Diese Strafzumessungserwägung verstößt gegen das Doppelverwertungsverbot des § 46 Abs. 3 StGB. Ebenso wie der Tötungsvorsatz als solcher darf die Anwendung der zur Tötung erforderlichen Gewalt nicht straferschwerend gewertet werden (st. Rspr.; vgl. nur BGH, Beschlüsse vom 12. Januar 1988 – 5 StR 657/87, BGHR StGB § 46 Abs. 3 Tötungsvorsatz 2; vom 28. September 1995 – 4 StR 561/95, BGHR StGB § 46 Abs. 3 Tötungsvor-satz 6; vom 24. März 1998 – 4 StR 34/98, StV 1998, 657). Diese Grundsätze hat das Landgericht nicht beachtet. Indem sie mit einem Messer einmal auf das Tatopfer einstach, hat die Angeklagte lediglich die Gewalt angewendet, die erforderlich war, um den tatbestandsmäßigen Erfolg herbeizuführen.

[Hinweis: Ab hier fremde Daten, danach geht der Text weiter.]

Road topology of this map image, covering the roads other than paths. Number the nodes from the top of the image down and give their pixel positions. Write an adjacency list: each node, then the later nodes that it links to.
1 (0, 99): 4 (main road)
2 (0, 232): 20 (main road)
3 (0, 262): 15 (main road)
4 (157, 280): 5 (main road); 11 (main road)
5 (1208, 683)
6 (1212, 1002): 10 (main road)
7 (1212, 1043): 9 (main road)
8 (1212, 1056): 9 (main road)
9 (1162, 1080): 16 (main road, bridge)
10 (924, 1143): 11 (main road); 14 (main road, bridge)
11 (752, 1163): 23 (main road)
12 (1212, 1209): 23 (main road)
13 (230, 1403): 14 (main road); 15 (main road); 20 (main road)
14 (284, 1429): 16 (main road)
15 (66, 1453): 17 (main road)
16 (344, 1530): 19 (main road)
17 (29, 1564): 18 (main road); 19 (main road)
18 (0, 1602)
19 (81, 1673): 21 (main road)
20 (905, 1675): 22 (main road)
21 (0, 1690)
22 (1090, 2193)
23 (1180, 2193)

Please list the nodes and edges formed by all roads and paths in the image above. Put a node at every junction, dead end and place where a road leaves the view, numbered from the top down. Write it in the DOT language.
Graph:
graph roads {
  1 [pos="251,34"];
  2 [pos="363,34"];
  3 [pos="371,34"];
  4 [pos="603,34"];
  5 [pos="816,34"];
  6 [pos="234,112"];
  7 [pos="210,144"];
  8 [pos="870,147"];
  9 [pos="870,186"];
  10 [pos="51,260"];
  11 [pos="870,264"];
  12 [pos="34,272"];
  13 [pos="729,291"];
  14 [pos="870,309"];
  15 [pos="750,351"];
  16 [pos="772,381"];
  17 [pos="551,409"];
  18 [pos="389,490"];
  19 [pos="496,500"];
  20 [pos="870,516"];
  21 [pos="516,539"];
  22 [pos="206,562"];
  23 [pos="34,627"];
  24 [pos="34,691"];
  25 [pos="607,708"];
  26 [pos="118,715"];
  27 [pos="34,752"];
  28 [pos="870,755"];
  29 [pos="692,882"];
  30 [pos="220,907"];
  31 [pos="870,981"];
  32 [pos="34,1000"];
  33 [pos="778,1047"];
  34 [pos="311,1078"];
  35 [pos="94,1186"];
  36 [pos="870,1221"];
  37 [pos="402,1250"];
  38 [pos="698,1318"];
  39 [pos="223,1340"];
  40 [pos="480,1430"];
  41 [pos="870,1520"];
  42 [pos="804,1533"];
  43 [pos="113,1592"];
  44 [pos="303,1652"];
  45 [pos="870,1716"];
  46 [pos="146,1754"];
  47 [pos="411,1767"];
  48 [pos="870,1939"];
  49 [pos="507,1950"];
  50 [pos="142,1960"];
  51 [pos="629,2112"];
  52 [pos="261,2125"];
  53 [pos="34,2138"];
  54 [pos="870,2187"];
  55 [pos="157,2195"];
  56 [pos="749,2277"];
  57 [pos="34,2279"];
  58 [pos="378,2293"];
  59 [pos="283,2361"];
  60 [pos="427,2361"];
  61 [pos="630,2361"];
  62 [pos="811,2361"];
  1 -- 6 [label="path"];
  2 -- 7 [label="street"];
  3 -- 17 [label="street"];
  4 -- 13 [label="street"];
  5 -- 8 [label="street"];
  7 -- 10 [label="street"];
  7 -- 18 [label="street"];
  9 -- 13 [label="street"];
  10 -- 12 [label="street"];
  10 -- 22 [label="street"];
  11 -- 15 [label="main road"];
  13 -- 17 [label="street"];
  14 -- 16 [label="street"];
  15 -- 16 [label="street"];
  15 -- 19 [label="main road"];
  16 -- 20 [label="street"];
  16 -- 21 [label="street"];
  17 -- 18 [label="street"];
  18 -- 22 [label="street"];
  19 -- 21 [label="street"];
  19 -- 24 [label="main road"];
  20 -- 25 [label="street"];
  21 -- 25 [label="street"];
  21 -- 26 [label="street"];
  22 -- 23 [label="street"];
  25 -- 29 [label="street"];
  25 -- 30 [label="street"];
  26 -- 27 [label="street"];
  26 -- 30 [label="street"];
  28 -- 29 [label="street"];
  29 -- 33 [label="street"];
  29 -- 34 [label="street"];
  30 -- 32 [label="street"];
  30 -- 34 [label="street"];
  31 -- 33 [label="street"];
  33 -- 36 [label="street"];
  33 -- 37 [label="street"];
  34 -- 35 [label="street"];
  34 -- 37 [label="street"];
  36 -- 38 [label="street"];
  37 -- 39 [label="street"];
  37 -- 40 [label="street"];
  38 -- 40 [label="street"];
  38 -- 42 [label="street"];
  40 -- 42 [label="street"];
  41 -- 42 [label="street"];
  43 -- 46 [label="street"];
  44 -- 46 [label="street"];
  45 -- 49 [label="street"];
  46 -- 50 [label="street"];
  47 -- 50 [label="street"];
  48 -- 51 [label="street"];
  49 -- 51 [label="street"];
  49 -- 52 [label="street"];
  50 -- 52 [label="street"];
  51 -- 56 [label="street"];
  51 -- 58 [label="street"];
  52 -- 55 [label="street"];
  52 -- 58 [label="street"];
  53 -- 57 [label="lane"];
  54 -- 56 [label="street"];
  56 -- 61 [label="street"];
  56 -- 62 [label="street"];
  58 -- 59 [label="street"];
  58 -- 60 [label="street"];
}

Dies bedingt die Aufhebung des Strafausspruchs. Der Senat kann nicht ausschließen, dass das Landgericht ohne den Rechtsfehler auf eine mildere Strafe erkannt hätte.

Darüber hinaus begründen die Urteilsgründe auch die Besorgnis, dass das Schwurgericht die zu Gunsten der Angeklagten objektiv gegebene Notwehrlage aus dem Blick verloren hat, da es strafmildernd lediglich berücksichtigt hat, dass der Tat verbale Beschimpfungen und Beleidigungen des Getöteten vorausgegangen waren (vgl. BGH, Beschluss vom 4. Juli 2013 – 4 StR 213/13).“

Solche Formulierungen sind immer gefährlich.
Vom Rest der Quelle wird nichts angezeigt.